One mega-project currently underway, Inpex’s 340bcm Ichthys (SEN, 31/x) floater-to-LNG development off Western Australia, was the subject of a talk about collaboration by the project manager Louis Bon.

Bon knows about high-profile projects. On secondment from partner Total, he was responsible for managing several deepwater projects, including Pazflor, offshore Angola.

According to Bon, it’s all about having an integrated team in order to overcome the major HSE and logistical challenges of a global project like Ichthys. He highlighted that the project has equipment being built in South Korea, Thailand, China, the Philippines, Indonesia, Singapore and Malaysia.

‘We have a meeting in Perth every year ... to foster that team approach,’ he said.

Ichthys is more than 64% complete with the 7,000t turret for the fpso being inserted at present and the seabed riser support structure recently installed. Deepwater pipelay is expected to be complete by the end of this year. Two semis are drilling development wells – Ensco 5006 and Jack Bates.

Bon described Ichthys as ‘a very significant subsea installation,’ with more than 30,000t of equipment to be installed on the seabed.

The semi central processing facility (CPF) is not small either. With topsides weighing in at around 70,000t, it is actually due to be about 70% heavier than the next heaviest topsides facility – BP’s Thunder Horse which came in at a ‘mere’ 40,000t.

Bon justified this leap in weight, compared to other facilities, outlining how partners had decided on a robust design life for the CPF that would last for the full 40-year life of field while able to withstand cyclones while on-station.
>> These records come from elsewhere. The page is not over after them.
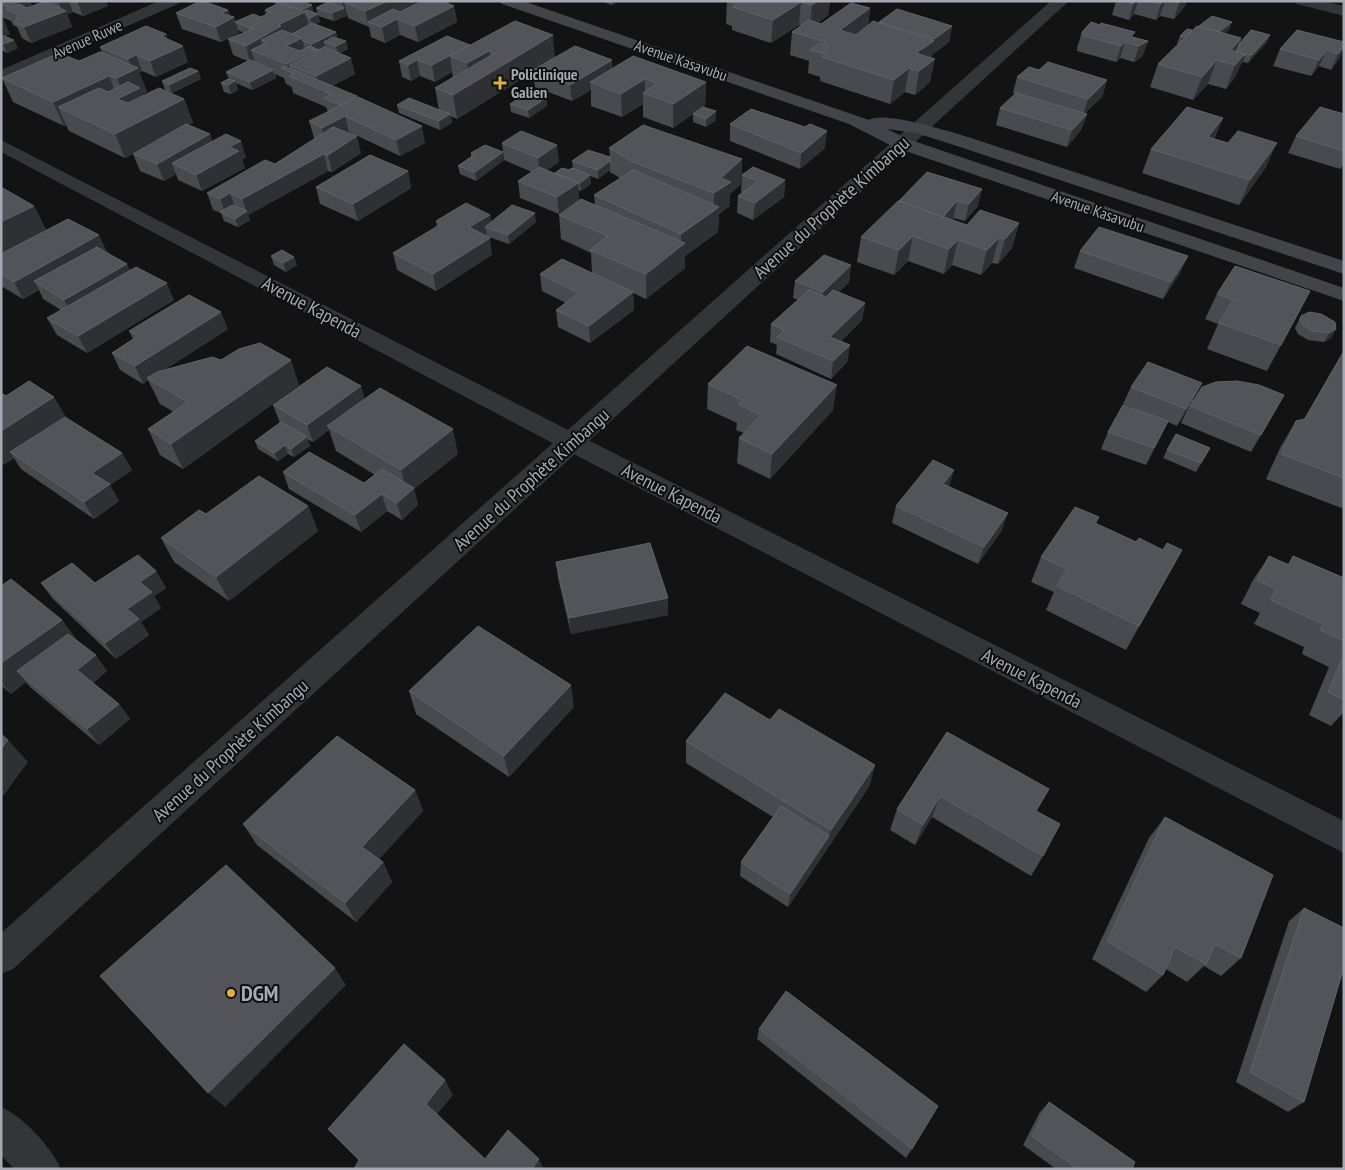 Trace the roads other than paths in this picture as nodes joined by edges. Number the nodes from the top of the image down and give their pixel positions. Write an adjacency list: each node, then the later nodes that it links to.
1 (173, 1): 6 (street, Avenue Ruwe)
2 (506, 1): 7 (main road, Avenue Kasavubu)
3 (1061, 1): 7 (street, Avenue du Prophète Kimbangu)
4 (1302, 1): 5 (street)
5 (1344, 11)
6 (1, 76)
7 (909, 136): 9 (main road, Avenue Kasavubu); 10 (main road, Avenue Kasavubu); 11 (street, Avenue du Prophète Kimbangu)
8 (1, 145): 11 (street, Avenue Kapenda)
9 (1344, 268)
10 (1344, 295)
11 (571, 442): 12 (street, Avenue Kapenda); 13 (street, Avenue du Prophète Kimbangu)
12 (1344, 838)
13 (1, 957)
14 (1, 1126): 15 (street)
15 (41, 1169) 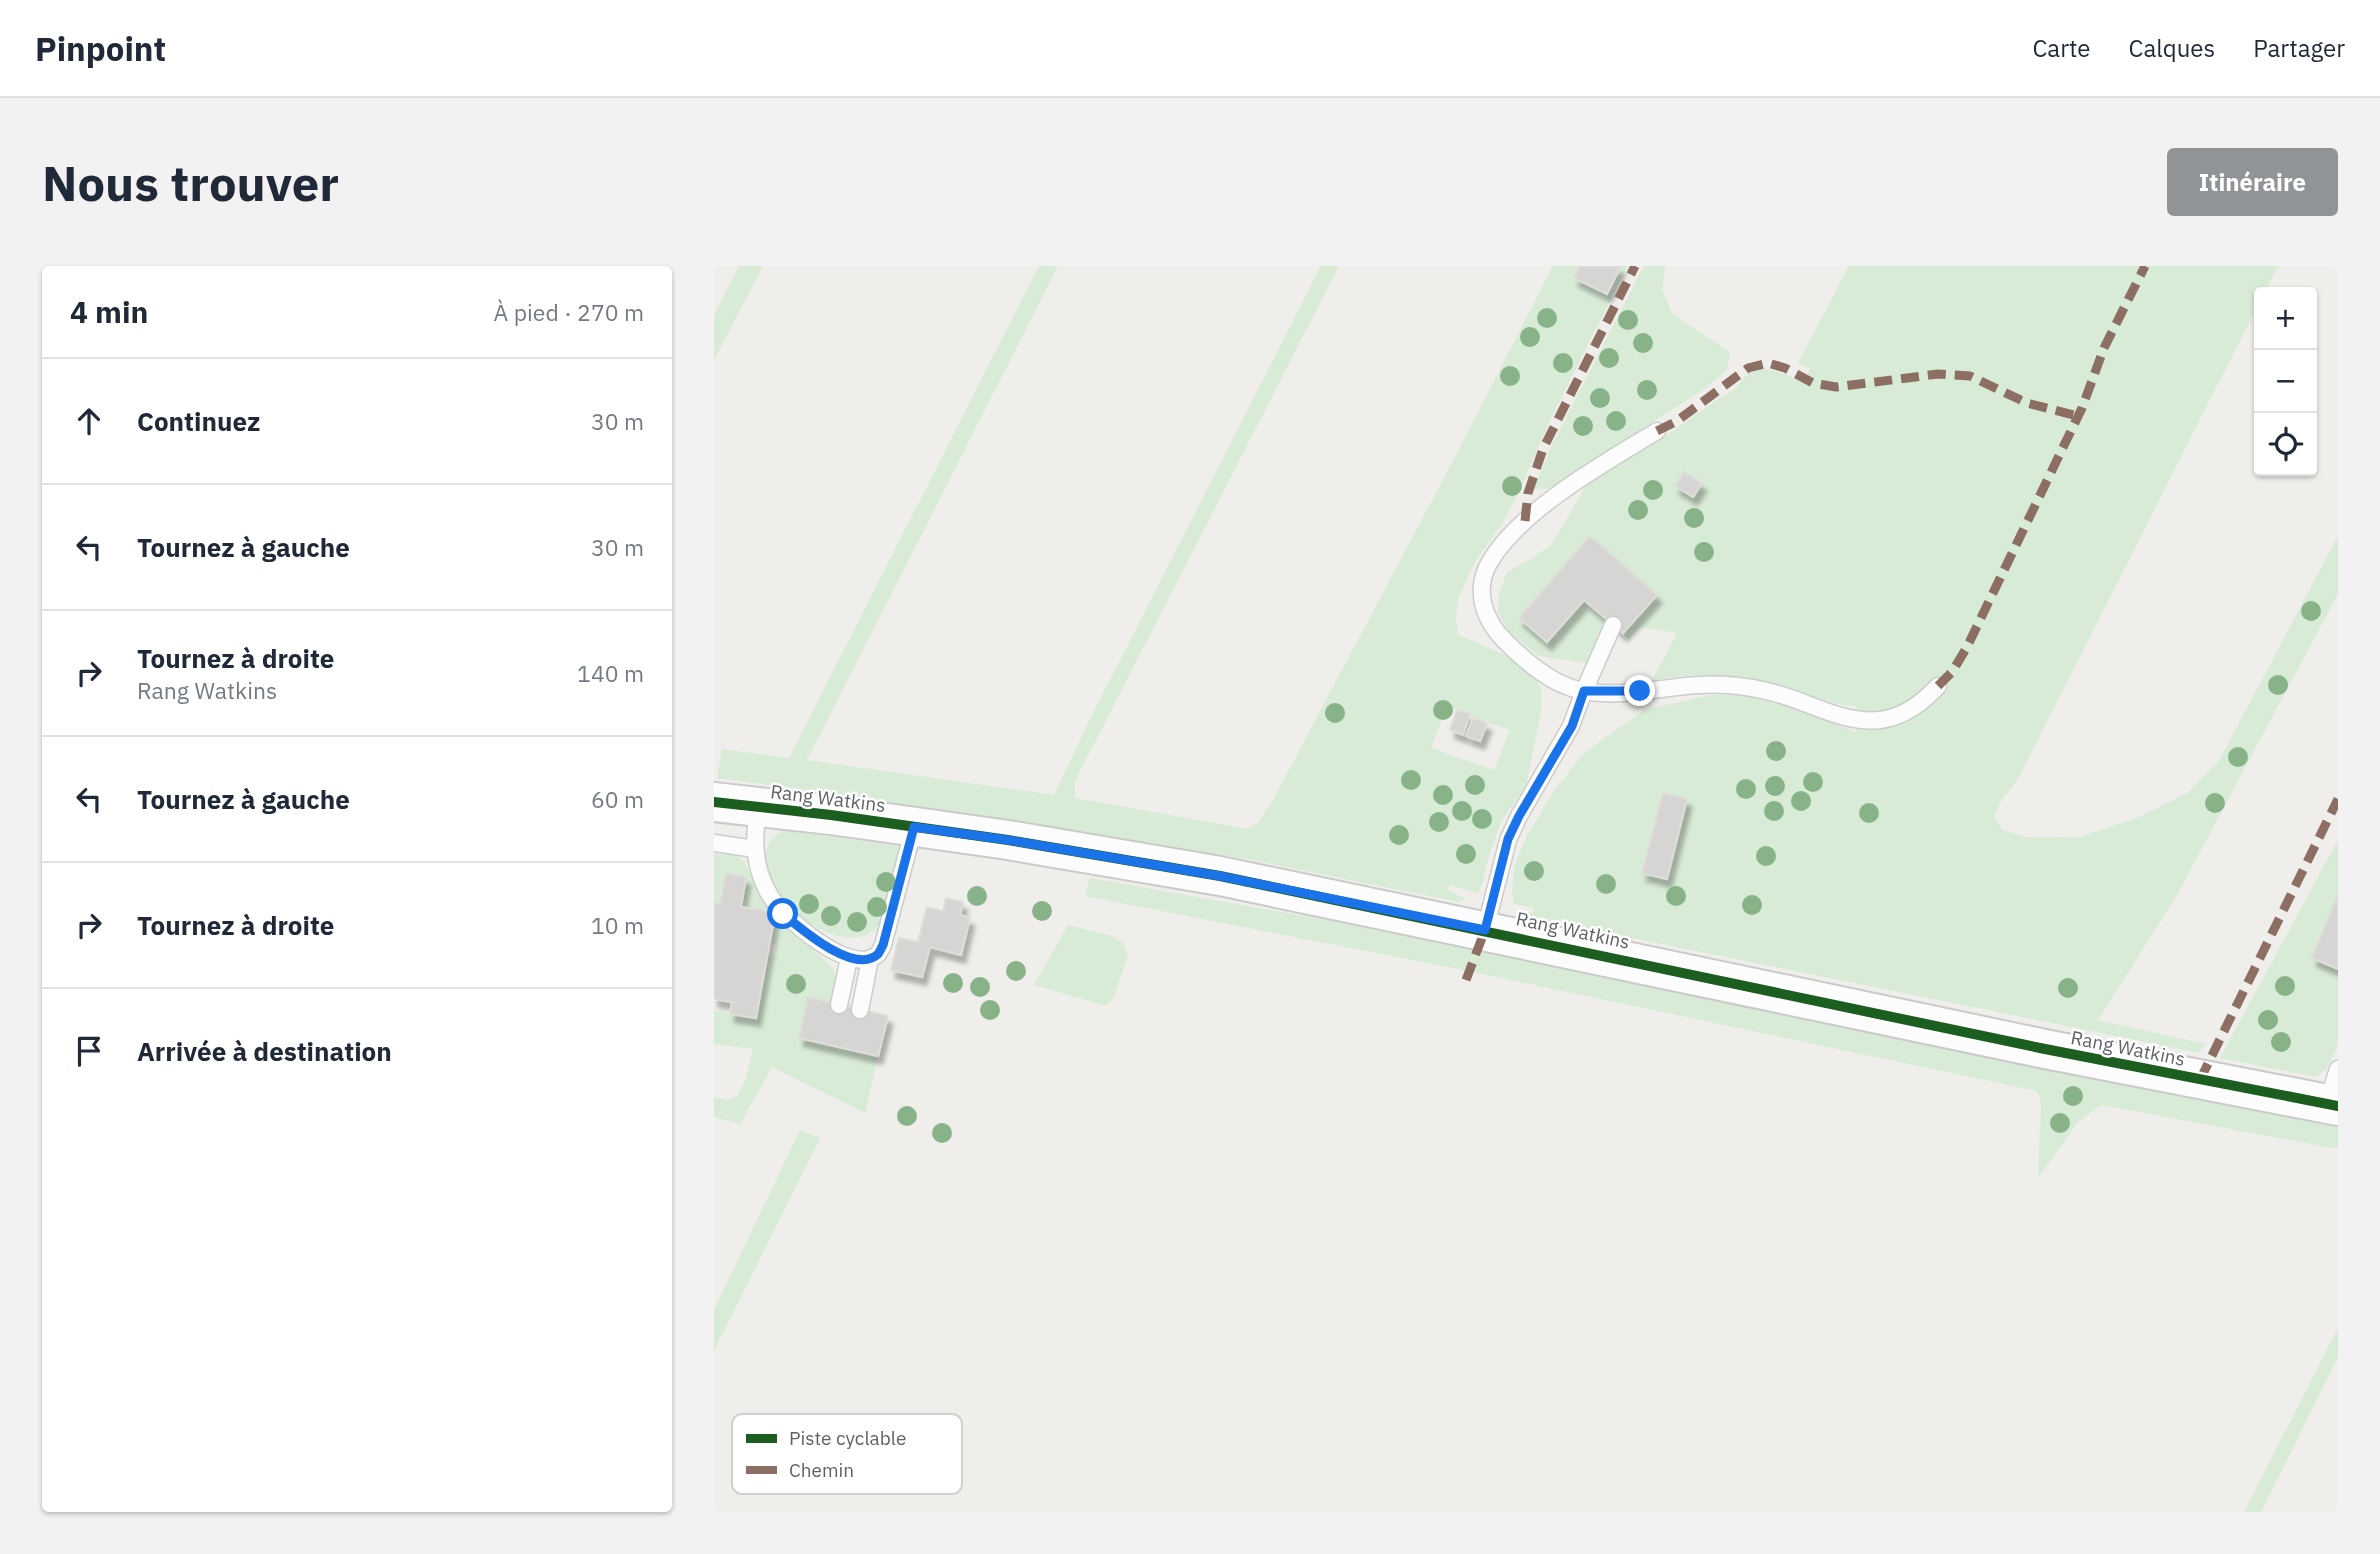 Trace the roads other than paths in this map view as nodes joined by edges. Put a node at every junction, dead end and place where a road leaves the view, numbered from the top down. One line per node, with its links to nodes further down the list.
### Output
1 (1657, 432): 4 (lane)
2 (1613, 625): 4 (lane)
3 (1938, 686): 4 (lane)
4 (1584, 691): 10 (lane)
5 (714, 802): 6 (street, Rang Watkins)
6 (759, 807): 7 (street, Rang Watkins); 9 (lane)
7 (914, 827): 10 (street, Rang Watkins); 12 (lane)
8 (714, 843): 9 (lane)
9 (755, 849): 11 (lane)
10 (1485, 930): 15 (street, Rang Watkins)
11 (849, 958): 12 (lane); 13 (lane)
12 (870, 959): 14 (lane)
13 (839, 1004)
14 (860, 1010)
15 (2334, 1093) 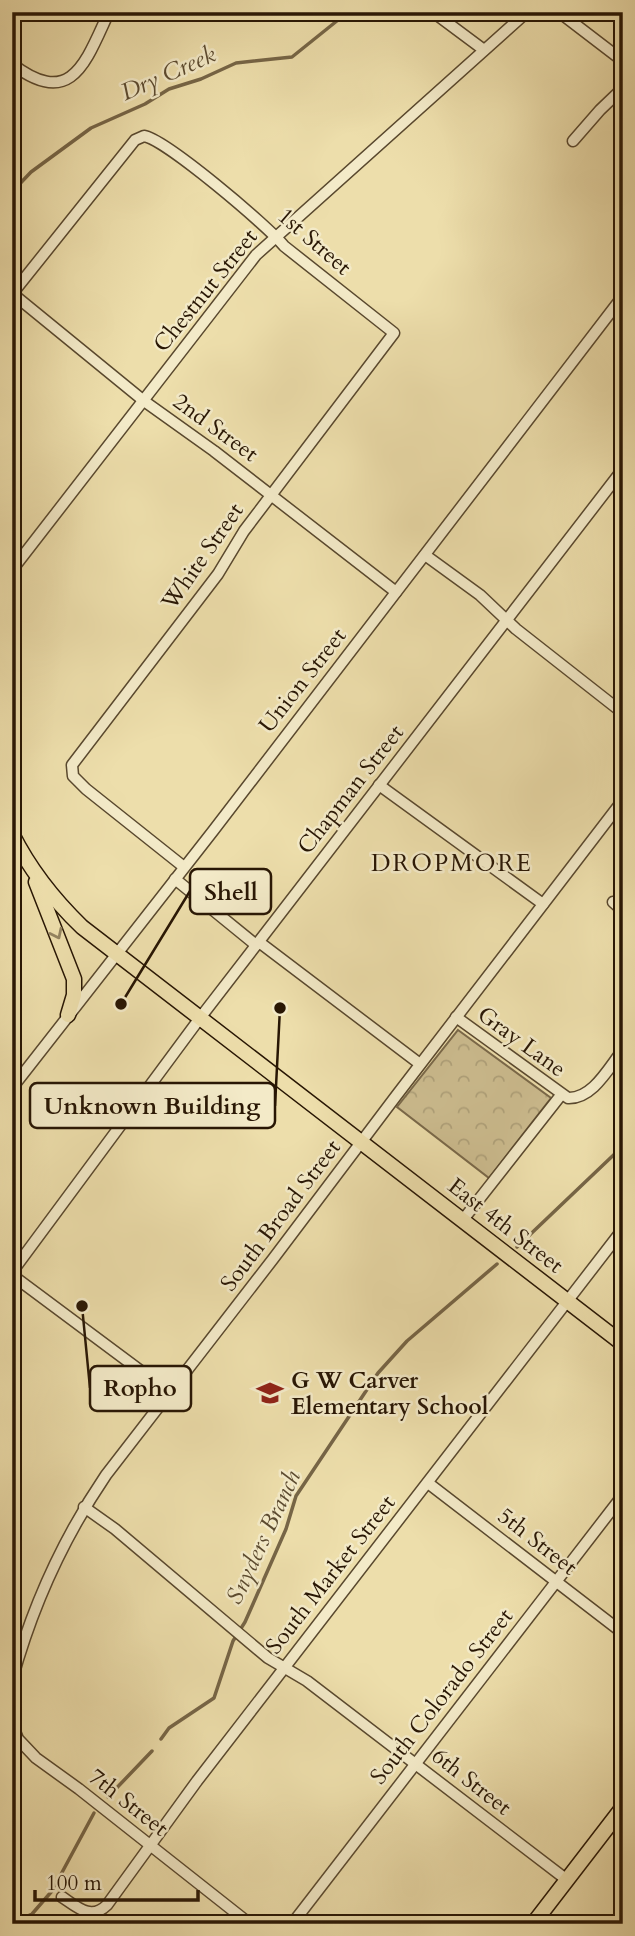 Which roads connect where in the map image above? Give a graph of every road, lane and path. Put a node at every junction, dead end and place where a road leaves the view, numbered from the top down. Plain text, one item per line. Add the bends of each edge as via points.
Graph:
1 (109, 12) edge
2 (433, 12) edge
3 (527, 12) edge
4 (559, 12) edge
5 (484, 50) junction
6 (623, 61) edge
7 (12, 64) edge
8 (623, 88) edge
9 (573, 141) dead end
10 (275, 235) junction
11 (13, 294) edge
12 (623, 296) edge
13 (394, 333) joint
14 (144, 401) junction
15 (623, 469) edge
16 (272, 495) junction
17 (425, 555) junction
18 (12, 570) edge
19 (396, 592) junction
20 (507, 620) junction
21 (623, 713) edge
22 (379, 785) junction
23 (623, 800) edge
24 (12, 834) edge
25 (184, 867) junction
26 (33, 871) junction
27 (176, 878) junction
28 (613, 902) dead end
29 (543, 904) junction
30 (623, 911) edge
31 (258, 943) junction
32 (116, 954) junction
33 (68, 1015) junction
34 (456, 1017) junction
35 (200, 1018) junction
36 (623, 1050) edge
37 (420, 1064) junction
38 (12, 1088) edge
39 (561, 1095) junction
40 (361, 1142) junction
41 (462, 1221) junction
42 (623, 1229) edge
43 (12, 1274) edge
44 (568, 1301) junction
45 (623, 1344) edge
46 (169, 1392) junction
47 (428, 1483) junction
48 (623, 1495) edge
49 (84, 1507) junction
50 (556, 1581) junction
51 (623, 1633) edge
52 (283, 1668) junction
53 (12, 1679) edge
54 (12, 1724) edge
55 (415, 1764) junction
56 (623, 1807) edge
57 (149, 1844) junction
58 (567, 1880) junction
59 (62, 1897) dead end
60 (250, 1924) edge
61 (292, 1924) edge
62 (533, 1924) edge

1 - 7 street via 88,57 75,74 59,83 40,82
2 - 5 street
3 - 5 street, Chestnut Street
4 - 6 street
5 - 10 street, Chestnut Street
8 - 9 street
10 - 11 street, 1st Street via 158,140 139,137
10 - 13 street, 1st Street
10 - 14 street, Chestnut Street
11 - 14 street, 2nd Street
12 - 17 street, Union Street
13 - 16 street, White Street
14 - 16 street, 2nd Street
14 - 18 street, Chestnut Street
15 - 20 street, Chapman Street
16 - 19 street, 2nd Street
16 - 25 street, White Street via 218,574 74,762 73,776
17 - 19 street, Union Street
17 - 20 street via 480,594
19 - 25 street, Union Street
20 - 21 street
20 - 22 street, Chapman Street
22 - 29 street
22 - 31 street, Chapman Street
23 - 29 street, South Broad Street
24 - 26 main road
25 - 27 street, Union Street
26 - 32 main road, East 4th Street via 63,908
26 -> 33 main road via 74,979
27 - 31 street
27 - 32 street, Union Street
28 - 30 street
29 - 34 street, South Broad Street
31 - 35 street, Chapman Street
31 - 37 street
32 - 33 street, Union Street
32 - 35 main road, East 4th Street
33 - 38 street, Union Street
34 - 37 street, South Broad Street
34 - 39 street, Gray Lane
35 - 40 main road, East 4th Street
35 - 43 street, Chapman Street
36 - 39 street, Gray Lane via 600,1080 579,1097
37 - 40 street, South Broad Street
39 - 41 street
40 - 41 main road, East 4th Street
40 - 46 street, South Broad Street
41 - 44 main road, East 4th Street
42 - 44 street, South Market Street
43 - 46 street
44 - 45 main road, East 4th Street
44 - 47 street, South Market Street
46 - 49 street, South Broad Street
47 - 50 street, 5th Street
47 - 52 street, South Market Street
48 - 50 street, South Colorado Street
49 - 52 street, 6th Street
49 - 53 street, South Broad Street via 45,1589
50 - 51 street, 5th Street
50 - 55 street, South Colorado Street
52 - 55 street, 6th Street via 307,1681
52 - 57 street, South Market Street
54 - 57 street, 7th Street via 26,1749
55 - 58 street, 6th Street
55 - 61 street, South Colorado Street
56 - 58 main road
57 - 59 street, South Market Street via 103,1909 83,1912
57 - 60 street, 7th Street
58 - 62 main road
Another option not chosen was going for a 25-year design life followed by brownfield upgrades, revamps, heavy maintenance programmes, et al, which was seen as not desirable due to the lack of clarity over future expense.

DEEPWATER MUSINGS: BP floater specialist Guy Drori pointed out that there have been 107 mooring incidents related to 73 facilities across the offshore industry between 1997 and 2012. These were incidents of either a total failure or replacement required.

The culprit in most cases was damage in the splash zone close to the floating facility or on the seabed at the touchdown point. Drori pointed out damage was often caused by poor handling of equipment during transportation or installation, leading to early failure.

Ronald Doherty of INTECSEA - another experienced hand - said cutting costs in the engineering phase causes more expense later or a lower net present value than would otherwise have been achieved. In one generic example he estimated the loss in NPV of around $2bn over a project’s total life.

From an operator’s perspective, Martijn Dekker of Shell said that a ‘big opportunity being missed is efficiency in fabrication’. There is a big gain to be had there, Dekker said, before he turned on the installation contractors saying there could be a ‘huge gain in efficiency in these areas’.

Dekker did go on to stress the importance for operators and contractors to better understand each other in the current climate. This includes better understanding by operators of what contractors can provide. ‘This means having a dialogue. What are we paying for, and what are we getting?’

Another ‘old’ hand, David Bloom of Subsea 7, was in agreement on this as well. ‘Operators genuinely want to listen to contractors from what we hear. If we do not do it now...we never will.’